Enter the following command to insert data into the testlog table with some condition:
INSERT INTO TABLE testlog SELECT * FROM table1 WHERE some condition;
I think in such scenarios you should be using HBASE which facilitates such kind of insertion but it does not provide any SQL kind of query language. You need you use Java API of HBASE like the put method to do such kind of insertion. Moreover HBASE is column oriented no-sql database.
You still can insert into complex type in Hive - it works
(id is int, colleagues array)
insert into emp (id,colleagues) select 11, array('Alex','Jian') from (select '1')
you can add values to specific columns as well, just specify the column names in which you like to add corresponding values:
Insert into Table (Col1, Col2, Col4,col5,Col7) Values ('Va11','Va2','Val4','Val5','Val7');
Make sure the columns you skip dont have not null value type.

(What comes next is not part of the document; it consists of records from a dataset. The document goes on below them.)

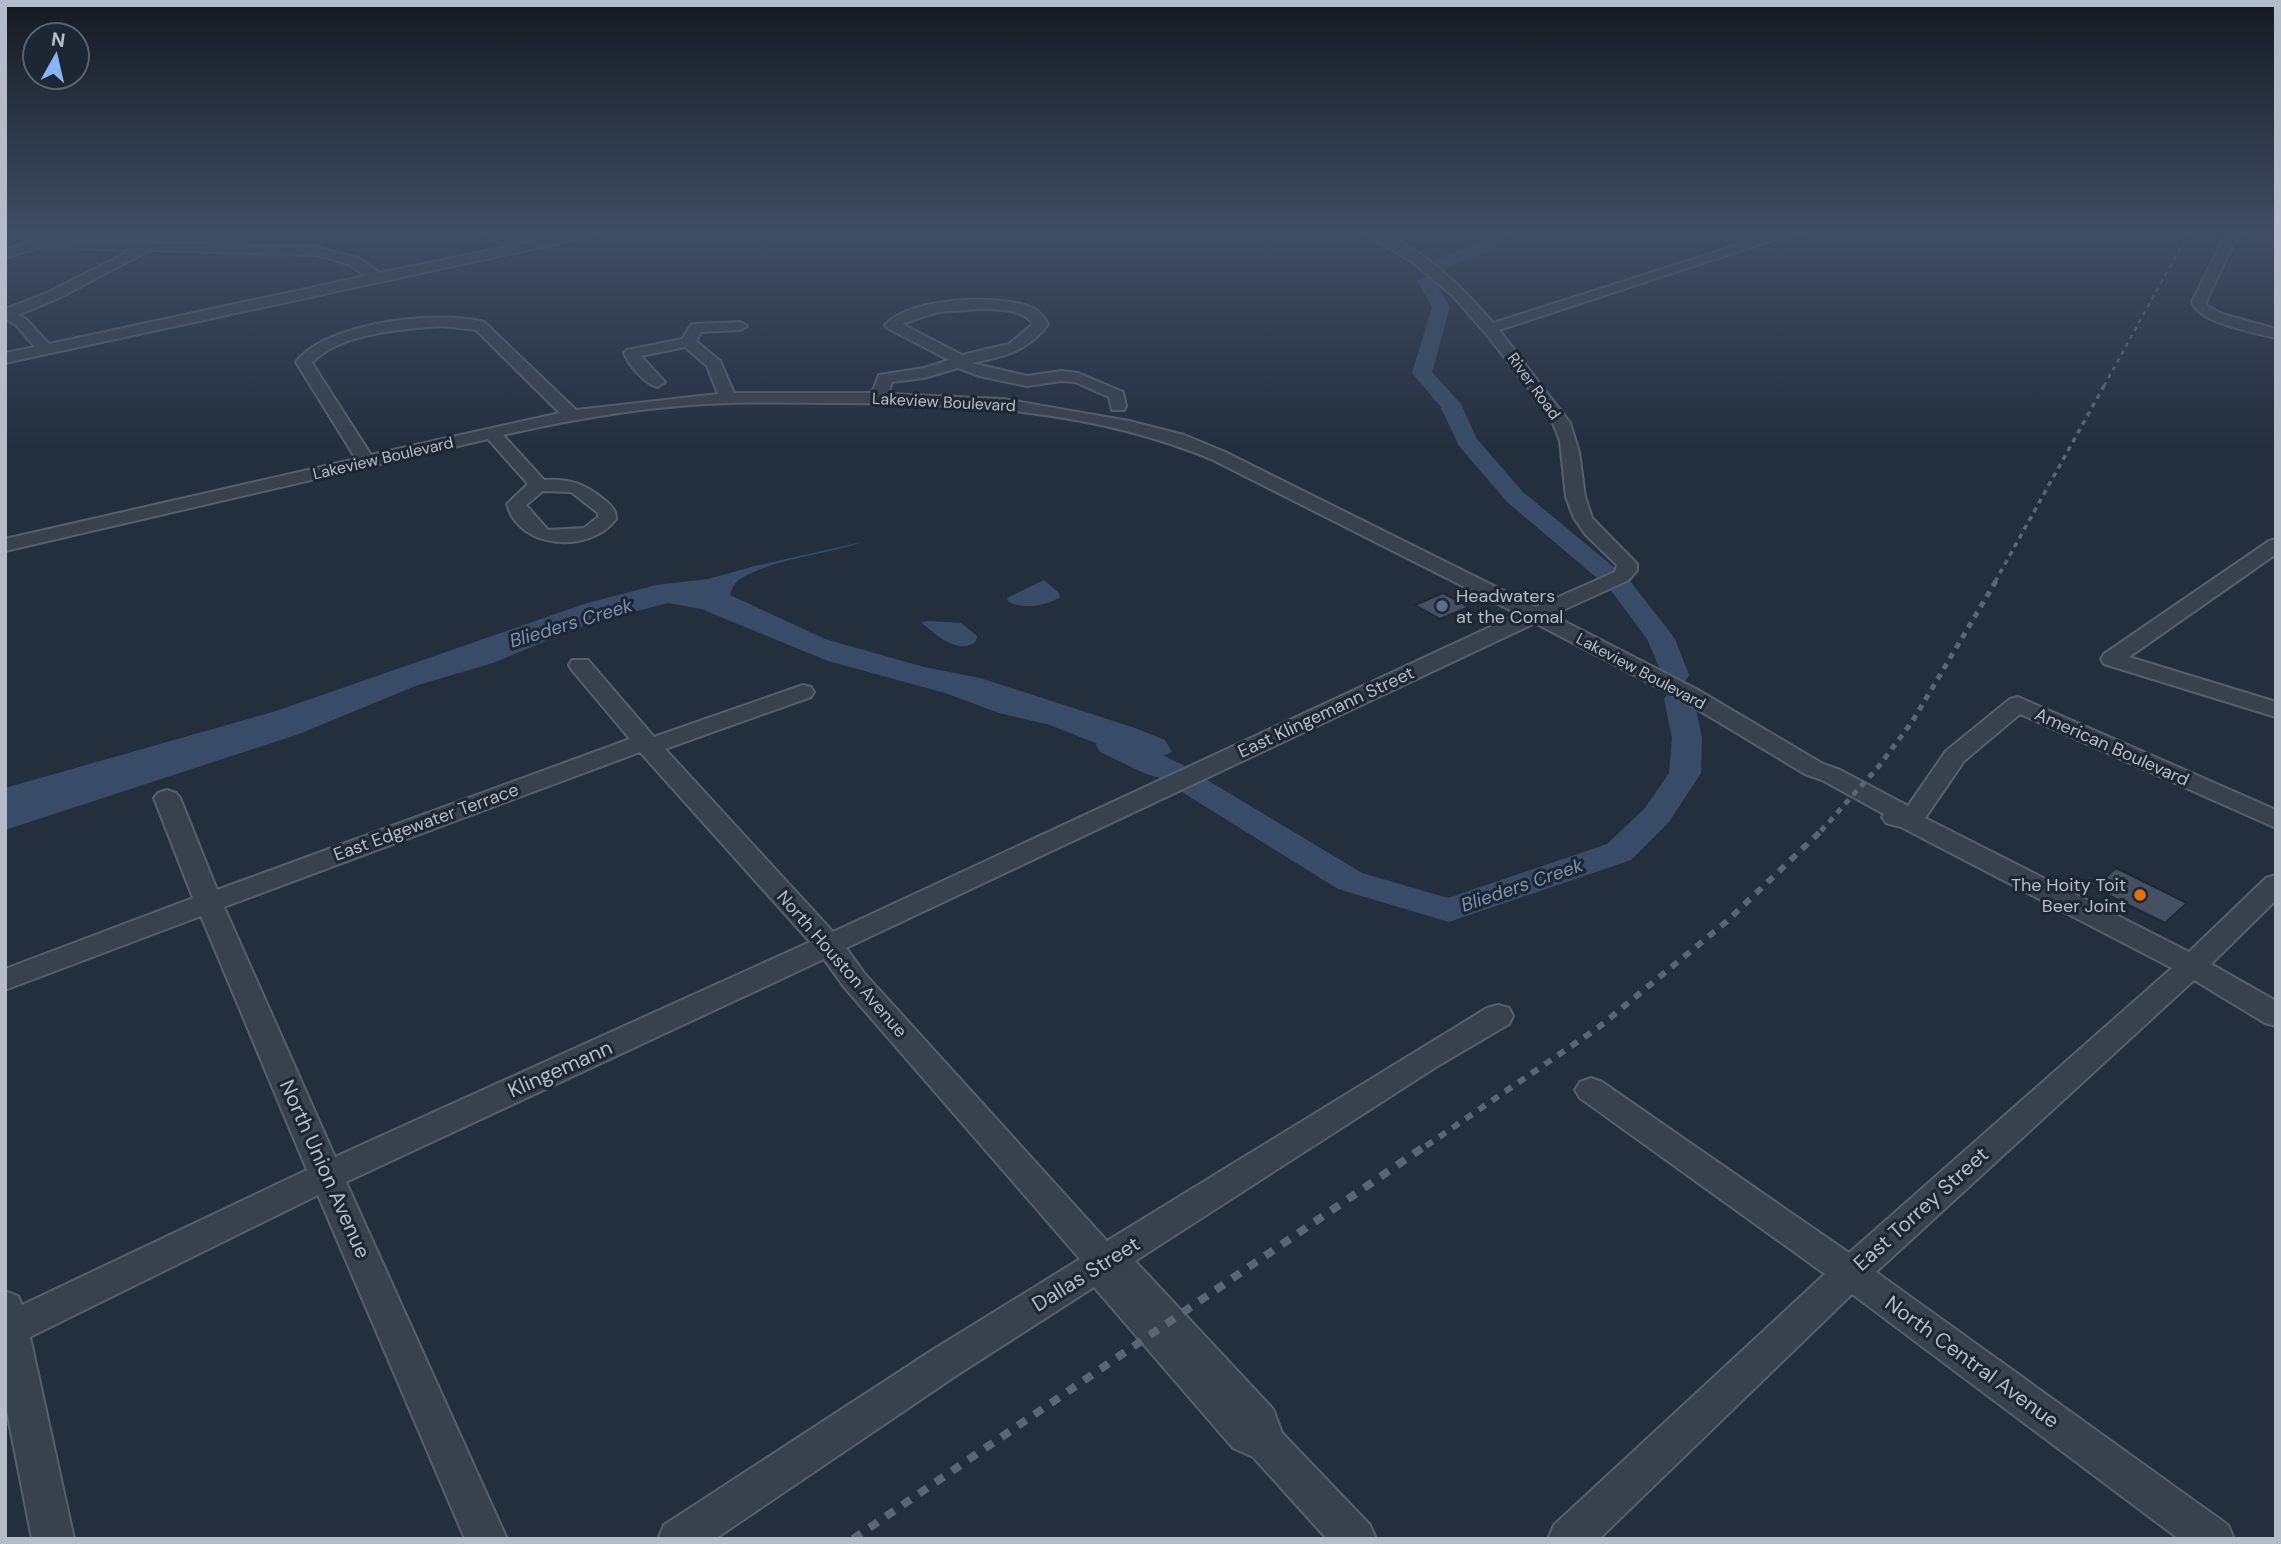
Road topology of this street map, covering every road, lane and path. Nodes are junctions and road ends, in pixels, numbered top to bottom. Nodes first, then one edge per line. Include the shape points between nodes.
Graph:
1 (34, 302) edge
2 (265, 302) edge
3 (1468, 302) edge
4 (1572, 302) edge
5 (2199, 302) edge
6 (6, 313) edge
7 (740, 326) dead end
8 (1491, 328) junction
9 (2276, 334) edge
10 (688, 342) junction
11 (45, 349) junction
12 (5, 358) edge
13 (959, 361) junction
14 (657, 382) dead end
15 (728, 398) junction
16 (877, 398) junction
17 (1118, 406) dead end
18 (572, 416) junction
19 (492, 433) junction
20 (367, 462) junction
21 (539, 486) dead end
22 (5, 545) edge
23 (2276, 545) edge
24 (1535, 615) junction
25 (580, 665) dead end
26 (803, 692) dead end
27 (2276, 709) edge
28 (647, 744) junction
29 (167, 799) dead end
30 (1117, 810) joint
31 (2276, 820) edge
32 (1910, 821) junction
33 (2276, 884) edge
34 (208, 905) junction
35 (829, 945) junction
36 (2192, 966) junction
37 (5, 979) edge
38 (2276, 1015) edge
39 (1498, 1016) dead end
40 (1591, 1090) dead end
41 (328, 1175) junction
42 (1105, 1263) junction
43 (1850, 1273) junction
44 (7, 1322) edge
45 (53, 1539) edge
46 (486, 1539) edge
47 (679, 1539) edge
48 (1355, 1539) edge
49 (1569, 1539) edge
50 (2213, 1539) edge

1 - 6 street
2 - 11 street
3 - 8 street, River Road
4 - 8 street
5 - 9 street via 2217,317
6 - 11 street via 21,321
7 - 10 street via 696,328
8 - 24 street, River Road via 1565,431 1576,501 1584,520 1627,564 1622,576
10 - 14 street via 632,353
10 - 15 street via 714,364
11 - 12 street
13 - 13 street via 1019,347 1041,324 1030,312 959,304 922,310 892,325
13 - 16 street via 885,378
13 - 17 street via 985,373 1027,381 1078,378 1117,394
15 - 16 street, Lakeview Boulevard
15 - 18 street, Lakeview Boulevard
16 - 24 street, Lakeview Boulevard via 1023,406 1178,439 1283,486
18 - 19 street, Lakeview Boulevard
18 - 20 street via 480,326 429,323 367,332 330,342 304,362
19 - 20 street, Lakeview Boulevard
19 - 21 street
20 - 22 street, Lakeview Boulevard
23 - 27 street via 2112,659
24 - 30 street, East Klingemann Street
24 - 32 street, Lakeview Boulevard via 1700,701 1853,795
25 - 28 street, North Houston Avenue
26 - 28 street, East Edgewater Terrace
28 - 34 street, East Edgewater Terrace via 390,834
28 - 35 street, North Houston Avenue
29 - 34 street, North Union Avenue
30 - 35 street, Klingemann
31 - 32 street, American Boulevard via 2018,704 1955,755
32 - 36 street, Lakeview Boulevard
33 - 36 street, East Torrey Street
34 - 37 street, East Edgewater Terrace
34 - 41 street, North Union Avenue
35 - 41 street, Klingemann
35 - 42 street, North Houston Avenue via 854,980
36 - 38 street, Lakeview Boulevard
36 - 43 street, East Torrey Street
39 - 42 street, Dallas Street
40 - 43 street, North Central Avenue
41 - 44 street, Klingemann
41 - 46 street, North Union Avenue
42 - 47 street, Dallas Street via 944,1363
42 - 48 street, North Houston Avenue via 1108,1280 1247,1435 1268,1444
43 - 49 street, East Torrey Street
43 - 50 street, North Central Avenue
44 - 45 street

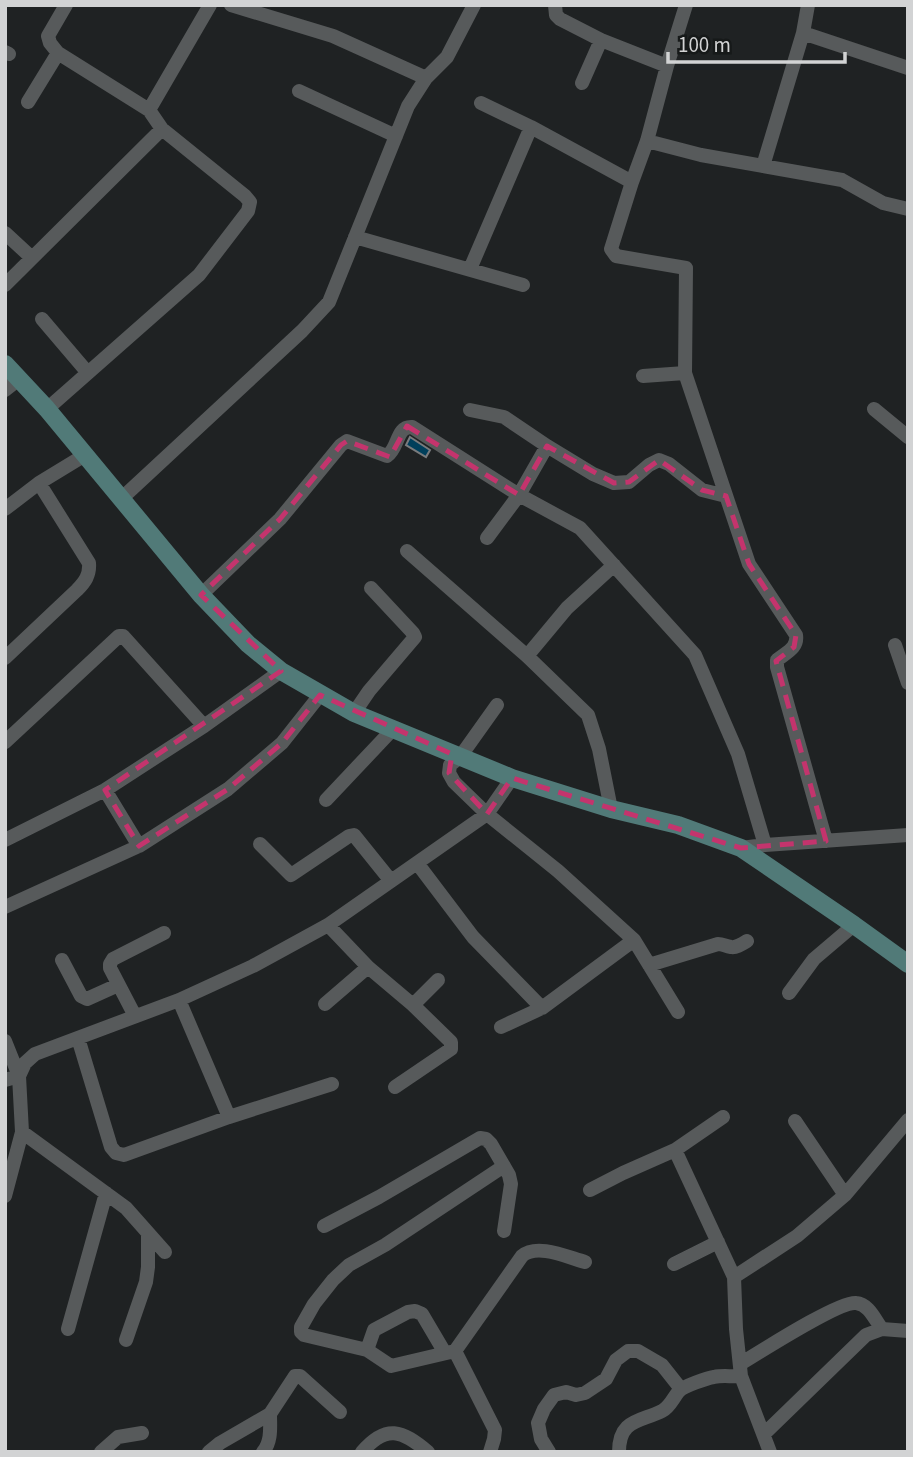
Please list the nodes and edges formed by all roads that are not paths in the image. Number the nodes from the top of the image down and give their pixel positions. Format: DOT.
graph roads {
  1 [pos="66,5"];
  2 [pos="210,5"];
  3 [pos="231,5"];
  4 [pos="474,5"];
  5 [pos="555,5"];
  6 [pos="686,5"];
  7 [pos="808,5"];
  8 [pos="803,33"];
  9 [pos="601,40"];
  10 [pos="58,53"];
  11 [pos="667,66"];
  12 [pos="908,68"];
  13 [pos="426,78"];
  14 [pos="582,83"];
  15 [pos="299,91"];
  16 [pos="28,102"];
  17 [pos="481,103"];
  18 [pos="149,110"];
  19 [pos="531,127"];
  20 [pos="162,130"];
  21 [pos="396,136"];
  22 [pos="647,141"];
  23 [pos="763,166"];
  24 [pos="632,182"];
  25 [pos="908,209"];
  26 [pos="5,233"];
  27 [pos="355,237"];
  28 [pos="32,258"];
  29 [pos="470,269"];
  30 [pos="5,285"];
  31 [pos="523,285"];
  32 [pos="42,319"];
  33 [pos="5,364"];
  34 [pos="88,373"];
  35 [pos="685,373"];
  36 [pos="643,376"];
  37 [pos="12,385"];
  38 [pos="47,409"];
  39 [pos="874,409"];
  40 [pos="470,410"];
  41 [pos="908,437"];
  42 [pos="547,446"];
  43 [pos="85,455"];
  44 [pos="39,483"];
  45 [pos="519,495"];
  46 [pos="726,496"];
  47 [pos="121,499"];
  48 [pos="5,509"];
  49 [pos="487,538"];
  50 [pos="407,551"];
  51 [pos="614,565"];
  52 [pos="371,588"];
  53 [pos="201,595"];
  54 [pos="895,645"];
  55 [pos="527,656"];
  56 [pos="5,658"];
  57 [pos="281,671"];
  58 [pos="908,683"];
  59 [pos="320,695"];
  60 [pos="497,705"];
  61 [pos="354,713"];
  62 [pos="204,726"];
  63 [pos="393,729"];
  64 [pos="5,742"];
  65 [pos="460,757"];
  66 [pos="512,778"];
  67 [pos="106,789"];
  68 [pos="326,800"];
  69 [pos="611,809"];
  70 [pos="487,814"];
  71 [pos="908,835"];
  72 [pos="5,839"];
  73 [pos="826,841"];
  74 [pos="260,844"];
  75 [pos="765,845"];
  76 [pos="139,846"];
  77 [pos="741,848"];
  78 [pos="416,863"];
  79 [pos="391,881"];
  80 [pos="5,907"];
  81 [pos="328,925"];
  82 [pos="854,925"];
  83 [pos="164,933"];
  84 [pos="634,940"];
  85 [pos="747,941"];
  86 [pos="62,960"];
  87 [pos="908,964"];
  88 [pos="649,965"];
  89 [pos="368,967"];
  90 [pos="438,980"];
  91 [pos="118,985"];
  92 [pos="789,993"];
  93 [pos="179,1000"];
  94 [pos="324,1004"];
  95 [pos="412,1005"];
  96 [pos="542,1008"];
  97 [pos="678,1012"];
  98 [pos="135,1016"];
  99 [pos="501,1027"];
  100 [pos="78,1038"];
  101 [pos="5,1041"];
  102 [pos="12,1078"];
  103 [pos="332,1084"];
  104 [pos="395,1087"];
  105 [pos="229,1117"];
  106 [pos="723,1117"];
  107 [pos="908,1120"];
  108 [pos="795,1121"];
  109 [pos="22,1132"];
  110 [pos="675,1150"];
  111 [pos="504,1166"];
  112 [pos="6,1189"];
  113 [pos="590,1190"];
  114 [pos="106,1193"];
  115 [pos="845,1195"];
  116 [pos="324,1226"];
  117 [pos="504,1231"];
  118 [pos="148,1233"];
  119 [pos="718,1242"];
  120 [pos="165,1252"];
  121 [pos="585,1262"];
  122 [pos="674,1265"];
  123 [pos="734,1277"];
  124 [pos="68,1329"];
  125 [pos="882,1329"];
  126 [pos="908,1331"];
  127 [pos="126,1340"];
  128 [pos="367,1350"];
  129 [pos="450,1352"];
  130 [pos="741,1370"];
  131 [pos="681,1389"];
  132 [pos="340,1412"];
  133 [pos="270,1414"];
  134 [pos="142,1433"];
  135 [pos="764,1434"];
  136 [pos="101,1452"];
  137 [pos="209,1452"];
  138 [pos="262,1452"];
  139 [pos="362,1452"];
  140 [pos="428,1452"];
  141 [pos="490,1452"];
  142 [pos="549,1452"];
  143 [pos="619,1452"];
  144 [pos="770,1452"];
  1 -- 10 [label="street"];
  2 -- 18 [label="street"];
  3 -- 13 [label="street"];
  4 -- 13 [label="street"];
  5 -- 9 [label="street"];
  6 -- 11 [label="street"];
  7 -- 8 [label="street"];
  8 -- 12 [label="street"];
  8 -- 23 [label="street"];
  9 -- 11 [label="street"];
  9 -- 14 [label="street"];
  10 -- 16 [label="street"];
  10 -- 18 [label="street"];
  11 -- 22 [label="street"];
  13 -- 21 [label="street"];
  15 -- 21 [label="street"];
  17 -- 19 [label="street"];
  18 -- 20 [label="street"];
  19 -- 24 [label="street"];
  19 -- 29 [label="street"];
  20 -- 28 [label="street"];
  20 -- 34 [label="street"];
  21 -- 27 [label="street"];
  22 -- 23 [label="street"];
  22 -- 24 [label="street"];
  23 -- 25 [label="street"];
  24 -- 35 [label="street"];
  26 -- 28 [label="street"];
  27 -- 29 [label="street"];
  27 -- 47 [label="street"];
  28 -- 30 [label="street"];
  29 -- 31 [label="street"];
  32 -- 34 [label="street"];
  33 -- 37 [label="main road"];
  34 -- 38 [label="street"];
  35 -- 36 [label="street"];
  35 -- 46 [label="street"];
  37 -- 38 [label="main road"];
  38 -- 43 [label="main road"];
  39 -- 41 [label="street"];
  40 -- 42 [label="street"];
  42 -- 45 [label="street"];
  42 -- 46 [label="street"];
  43 -- 44 [label="street"];
  43 -- 47 [label="main road"];
  44 -- 48 [label="street"];
  44 -- 56 [label="street"];
  45 -- 49 [label="street"];
  45 -- 51 [label="street"];
  45 -- 53 [label="street"];
  46 -- 73 [label="street"];
  47 -- 53 [label="main road"];
  50 -- 55 [label="street"];
  51 -- 55 [label="street"];
  51 -- 75 [label="street"];
  52 -- 61 [label="street"];
  53 -- 57 [label="main road"];
  54 -- 58 [label="street"];
  55 -- 69 [label="street"];
  57 -- 59 [label="main road"];
  57 -- 62 [label="street"];
  59 -- 61 [label="main road"];
  59 -- 76 [label="street"];
  60 -- 65 [label="street"];
  61 -- 63 [label="main road"];
  62 -- 64 [label="street"];
  62 -- 67 [label="street"];
  63 -- 65 [label="main road"];
  63 -- 68 [label="street"];
  65 -- 66 [label="main road"];
  65 -- 70 [label="street"];
  66 -- 69 [label="main road"];
  66 -- 70 [label="street"];
  67 -- 72 [label="street"];
  67 -- 76 [label="street"];
  69 -- 77 [label="main road"];
  70 -- 78 [label="street"];
  70 -- 84 [label="street"];
  71 -- 73 [label="street"];
  73 -- 75 [label="street"];
  74 -- 79 [label="street"];
  75 -- 77 [label="street"];
  76 -- 80 [label="street"];
  77 -- 82 [label="main road"];
  78 -- 79 [label="street"];
  78 -- 96 [label="street"];
  79 -- 81 [label="street"];
  81 -- 89 [label="street"];
  81 -- 93 [label="street"];
  82 -- 87 [label="main road"];
  82 -- 92 [label="street"];
  83 -- 91 [label="street"];
  84 -- 88 [label="street"];
  84 -- 96 [label="street"];
  85 -- 88 [label="street"];
  86 -- 91 [label="street"];
  88 -- 97 [label="street"];
  89 -- 94 [label="street"];
  89 -- 95 [label="street"];
  90 -- 95 [label="street"];
  91 -- 98 [label="street"];
  93 -- 98 [label="street"];
  93 -- 105 [label="street"];
  95 -- 104 [label="street"];
  96 -- 99 [label="street"];
  98 -- 100 [label="street"];
  100 -- 102 [label="street"];
  100 -- 105 [label="street"];
  101 -- 102 [label="street"];
  102 -- 109 [label="street"];
  103 -- 105 [label="street"];
  106 -- 110 [label="street"];
  107 -- 115 [label="street"];
  108 -- 115 [label="street"];
  109 -- 112 [label="street"];
  109 -- 114 [label="street"];
  110 -- 113 [label="street"];
  110 -- 119 [label="street"];
  111 -- 116 [label="street"];
  111 -- 117 [label="street"];
  111 -- 128 [label="street"];
  114 -- 118 [label="street"];
  114 -- 124 [label="street"];
  115 -- 123 [label="street"];
  118 -- 120 [label="street"];
  118 -- 127 [label="street"];
  119 -- 122 [label="street"];
  119 -- 123 [label="street"];
  121 -- 129 [label="street"];
  123 -- 130 [label="street"];
  125 -- 126 [label="street"];
  125 -- 130 [label="street"];
  125 -- 135 [label="street"];
  128 -- 129 [label="street"];
  128 -- 129 [label="street"];
  129 -- 141 [label="street"];
  130 -- 131 [label="street"];
  130 -- 135 [label="street"];
  131 -- 142 [label="street"];
  131 -- 143 [label="street"];
  132 -- 133 [label="street"];
  133 -- 137 [label="street"];
  133 -- 138 [label="street"];
  134 -- 136 [label="street"];
  135 -- 144 [label="street"];
  139 -- 140 [label="street"];
}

There are few properties to set to make a Hive table support ACID properties and to insert the values into tables as like in SQL .
Conditions to create a ACID table in Hive.
The table should be stored as ORC file. Only ORC format can support ACID prpoperties for now.
The table must be bucketed
Properties to set to create ACID table:
set hive.support.concurrency =true;
set hive.enforce.bucketing =true;
set hive.exec.dynamic.partition.mode =nonstrict
set hive.compactor.initiator.on = true;
set hive.compactor.worker.threads= 1;
set hive.txn.manager = org.apache.hadoop.hive.ql.lockmgr.DbTxnManager;
set the property hive.in.test to true in hive.site.xml
After setting all these properties , the table should be created with tblproperty 'transactional' ='true'. The table should be bucketed and saved as orc
CREATE TABLE table_name (col1 int,col2 string, col3 int) CLUSTERED BY col1 INTO 4
BUCKETS STORED AS orc tblproperties('transactional' ='true');
Now its possible to inserte values into the table like SQL query.
INSERT INTO TABLE table_name VALUES (1,'a',100),(2,'b',200),(3,'c',300);
Yes we can use Insert query in Hive.
hive> create table test (id int, name string);
INSERT: INSERT...VALUES is available starting in version 0.14.
hive> insert into table test values (1,'mytest');
This is going to work for insert. We have to use values keyword.
Note: User cannot insert data into a complex datatype column (array, map, struct, union) using the INSERT INTO...VALUES clause.